# Somewhat quarterly Nameless Denver HERF



## NullSmurf (Feb 19, 2006)

If you missed us at Churchill's, here is your chance to catch up. You're on your own for dinner, but if you make plans for somewhere, share. You never know. We'll be way up north in Louisville at Marlow's Pipe and Tobacco. Marlow's has a well stocked humi and a great lounge. We start officially at 7PM. You're free to bring your own, pick up some of the good sticks there, or both. Bring your own libations, but I request you let me know what you're bringing. RSVP to me or DogWatch Dale is recommended, but not required.


----------



## emelbee (Aug 8, 2006)

Is this any particular day, or is it just every day?


----------



## Dogwatch Dale-cl (Sep 7, 2005)

Alrighty boys & girls, a little more detail to Bruce's post. We have the next Colorado herf set up for Dec 16 at Barlow's (not Marlow's, sorry Bruce) Premium Cigars & Pipes in Lafayette, Co. from 7:00 pm until Trey Barlow tells us to leave.
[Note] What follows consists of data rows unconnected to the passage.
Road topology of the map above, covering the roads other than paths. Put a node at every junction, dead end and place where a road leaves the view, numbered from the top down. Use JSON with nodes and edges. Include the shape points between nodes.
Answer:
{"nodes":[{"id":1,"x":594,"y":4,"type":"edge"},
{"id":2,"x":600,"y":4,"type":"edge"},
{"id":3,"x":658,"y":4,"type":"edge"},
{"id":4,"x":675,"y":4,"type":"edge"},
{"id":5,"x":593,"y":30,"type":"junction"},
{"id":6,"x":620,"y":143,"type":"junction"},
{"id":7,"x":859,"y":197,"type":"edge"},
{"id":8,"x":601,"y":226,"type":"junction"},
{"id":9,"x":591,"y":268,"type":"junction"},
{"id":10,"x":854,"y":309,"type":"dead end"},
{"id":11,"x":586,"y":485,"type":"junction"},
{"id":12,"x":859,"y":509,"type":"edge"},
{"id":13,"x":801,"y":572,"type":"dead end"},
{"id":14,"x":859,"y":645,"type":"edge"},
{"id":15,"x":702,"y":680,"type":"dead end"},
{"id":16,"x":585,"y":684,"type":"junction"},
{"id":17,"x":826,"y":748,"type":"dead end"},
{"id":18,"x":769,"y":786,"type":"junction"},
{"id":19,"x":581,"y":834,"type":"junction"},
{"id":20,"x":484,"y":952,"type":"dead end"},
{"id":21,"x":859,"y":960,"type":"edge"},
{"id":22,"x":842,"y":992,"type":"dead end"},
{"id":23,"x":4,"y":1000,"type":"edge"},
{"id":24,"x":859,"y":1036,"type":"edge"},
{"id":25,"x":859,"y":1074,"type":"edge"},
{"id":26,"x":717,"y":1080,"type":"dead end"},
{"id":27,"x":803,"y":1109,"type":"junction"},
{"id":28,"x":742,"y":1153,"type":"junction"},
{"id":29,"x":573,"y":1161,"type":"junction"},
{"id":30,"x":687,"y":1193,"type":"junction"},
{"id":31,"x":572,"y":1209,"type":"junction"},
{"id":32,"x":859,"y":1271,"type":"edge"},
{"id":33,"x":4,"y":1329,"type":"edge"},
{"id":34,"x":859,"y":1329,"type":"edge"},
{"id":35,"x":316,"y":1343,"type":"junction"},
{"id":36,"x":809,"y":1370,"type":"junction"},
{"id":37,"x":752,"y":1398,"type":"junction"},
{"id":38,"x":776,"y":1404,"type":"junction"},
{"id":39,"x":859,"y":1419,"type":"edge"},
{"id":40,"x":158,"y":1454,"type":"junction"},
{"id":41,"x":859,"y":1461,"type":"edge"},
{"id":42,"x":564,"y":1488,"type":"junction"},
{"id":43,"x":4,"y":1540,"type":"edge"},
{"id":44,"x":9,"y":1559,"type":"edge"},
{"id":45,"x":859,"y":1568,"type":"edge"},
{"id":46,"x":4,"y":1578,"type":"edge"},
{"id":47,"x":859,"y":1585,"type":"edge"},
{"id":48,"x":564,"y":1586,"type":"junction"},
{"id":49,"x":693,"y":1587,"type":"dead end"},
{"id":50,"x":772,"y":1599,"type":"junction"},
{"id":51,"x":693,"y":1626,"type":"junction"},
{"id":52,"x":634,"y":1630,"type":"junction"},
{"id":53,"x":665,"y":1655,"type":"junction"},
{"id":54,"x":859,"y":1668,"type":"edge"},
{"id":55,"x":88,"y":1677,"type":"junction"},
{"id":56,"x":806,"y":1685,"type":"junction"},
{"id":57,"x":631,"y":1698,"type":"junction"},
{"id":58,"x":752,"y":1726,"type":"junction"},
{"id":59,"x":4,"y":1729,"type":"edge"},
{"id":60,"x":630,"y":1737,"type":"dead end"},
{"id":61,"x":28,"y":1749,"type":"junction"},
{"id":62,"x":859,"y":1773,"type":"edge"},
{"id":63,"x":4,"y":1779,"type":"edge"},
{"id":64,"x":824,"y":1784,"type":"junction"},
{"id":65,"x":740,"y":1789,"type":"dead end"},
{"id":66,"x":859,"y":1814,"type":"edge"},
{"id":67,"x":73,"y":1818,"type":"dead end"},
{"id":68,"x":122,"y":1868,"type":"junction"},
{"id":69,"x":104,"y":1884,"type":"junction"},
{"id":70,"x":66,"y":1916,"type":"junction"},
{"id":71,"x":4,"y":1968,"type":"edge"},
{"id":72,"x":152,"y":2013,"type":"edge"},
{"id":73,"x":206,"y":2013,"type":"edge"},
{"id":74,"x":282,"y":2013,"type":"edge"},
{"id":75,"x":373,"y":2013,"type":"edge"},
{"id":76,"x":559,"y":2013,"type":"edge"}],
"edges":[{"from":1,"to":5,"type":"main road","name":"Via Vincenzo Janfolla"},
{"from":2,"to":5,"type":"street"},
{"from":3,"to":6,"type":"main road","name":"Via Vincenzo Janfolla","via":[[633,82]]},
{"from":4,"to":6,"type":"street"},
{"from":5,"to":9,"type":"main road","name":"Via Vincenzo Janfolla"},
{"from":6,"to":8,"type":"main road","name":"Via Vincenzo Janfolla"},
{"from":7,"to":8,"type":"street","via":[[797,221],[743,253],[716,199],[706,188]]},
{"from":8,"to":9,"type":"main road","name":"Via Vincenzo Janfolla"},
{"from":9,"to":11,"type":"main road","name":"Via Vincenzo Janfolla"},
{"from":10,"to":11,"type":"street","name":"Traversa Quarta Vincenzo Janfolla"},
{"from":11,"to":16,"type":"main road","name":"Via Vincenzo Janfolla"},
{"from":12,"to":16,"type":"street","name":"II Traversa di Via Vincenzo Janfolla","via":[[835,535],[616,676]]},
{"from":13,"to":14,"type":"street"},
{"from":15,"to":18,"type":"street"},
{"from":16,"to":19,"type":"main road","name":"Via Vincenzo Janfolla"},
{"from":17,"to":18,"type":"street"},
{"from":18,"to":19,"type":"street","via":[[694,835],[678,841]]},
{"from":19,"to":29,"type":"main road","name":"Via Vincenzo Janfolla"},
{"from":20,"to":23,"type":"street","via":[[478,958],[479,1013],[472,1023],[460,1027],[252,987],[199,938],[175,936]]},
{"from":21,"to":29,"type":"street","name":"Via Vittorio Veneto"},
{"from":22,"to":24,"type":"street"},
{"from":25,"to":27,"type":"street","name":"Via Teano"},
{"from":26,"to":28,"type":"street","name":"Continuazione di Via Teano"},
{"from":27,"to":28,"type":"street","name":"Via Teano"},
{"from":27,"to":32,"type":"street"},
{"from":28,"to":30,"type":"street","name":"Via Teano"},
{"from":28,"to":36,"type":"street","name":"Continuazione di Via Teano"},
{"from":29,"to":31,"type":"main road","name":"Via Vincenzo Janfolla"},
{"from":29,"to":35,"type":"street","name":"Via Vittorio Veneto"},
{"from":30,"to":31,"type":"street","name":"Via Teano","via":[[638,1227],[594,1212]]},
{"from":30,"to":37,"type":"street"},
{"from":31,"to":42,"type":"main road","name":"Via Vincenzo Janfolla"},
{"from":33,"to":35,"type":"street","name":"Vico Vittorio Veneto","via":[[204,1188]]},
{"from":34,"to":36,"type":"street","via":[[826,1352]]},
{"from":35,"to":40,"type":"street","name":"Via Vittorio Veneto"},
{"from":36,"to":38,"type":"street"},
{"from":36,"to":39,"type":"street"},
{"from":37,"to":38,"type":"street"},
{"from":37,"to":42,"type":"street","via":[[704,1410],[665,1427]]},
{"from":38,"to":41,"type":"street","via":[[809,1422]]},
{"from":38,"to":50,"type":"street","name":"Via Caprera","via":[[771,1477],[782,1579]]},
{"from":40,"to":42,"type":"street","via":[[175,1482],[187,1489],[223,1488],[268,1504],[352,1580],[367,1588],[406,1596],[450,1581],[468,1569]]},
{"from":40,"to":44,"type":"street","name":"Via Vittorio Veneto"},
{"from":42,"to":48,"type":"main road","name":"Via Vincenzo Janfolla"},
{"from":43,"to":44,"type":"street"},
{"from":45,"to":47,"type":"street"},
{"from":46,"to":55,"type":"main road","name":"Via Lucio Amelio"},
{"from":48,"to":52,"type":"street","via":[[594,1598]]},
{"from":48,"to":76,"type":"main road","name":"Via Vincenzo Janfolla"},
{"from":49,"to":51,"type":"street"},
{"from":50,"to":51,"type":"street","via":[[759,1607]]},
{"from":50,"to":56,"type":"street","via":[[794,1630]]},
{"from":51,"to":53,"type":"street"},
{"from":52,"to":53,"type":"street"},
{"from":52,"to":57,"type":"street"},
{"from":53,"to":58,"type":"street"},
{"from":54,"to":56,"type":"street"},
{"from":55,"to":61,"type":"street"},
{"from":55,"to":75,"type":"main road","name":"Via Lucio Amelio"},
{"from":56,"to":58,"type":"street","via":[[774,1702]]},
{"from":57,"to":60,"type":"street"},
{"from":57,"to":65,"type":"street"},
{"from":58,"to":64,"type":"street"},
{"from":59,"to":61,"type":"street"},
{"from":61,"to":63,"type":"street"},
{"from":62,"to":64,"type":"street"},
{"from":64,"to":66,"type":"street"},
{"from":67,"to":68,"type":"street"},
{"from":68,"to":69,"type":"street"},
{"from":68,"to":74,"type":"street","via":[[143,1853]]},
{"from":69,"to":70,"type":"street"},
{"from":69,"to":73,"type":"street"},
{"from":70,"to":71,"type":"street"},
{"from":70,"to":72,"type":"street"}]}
The address to the shop is 2270 Arapahoe Rd. Suite 102, Lafayette, CO. 80026. For those of you not familiar with the area, Lafayette is just a short drive north of the Flatirons Mall area in Broomfield. Google or Yahoo map the address to find the best route from your location.

Barlow's will offer all herf attendees a 10% discount during the evening, so if you feel like trying some new cigars, you can save a buck or two! We will also be allowed to bring in our own drinks & snacks if you want. We do need to keep the drinks & munchies back in the lounge and out of the front retail area & humidor. 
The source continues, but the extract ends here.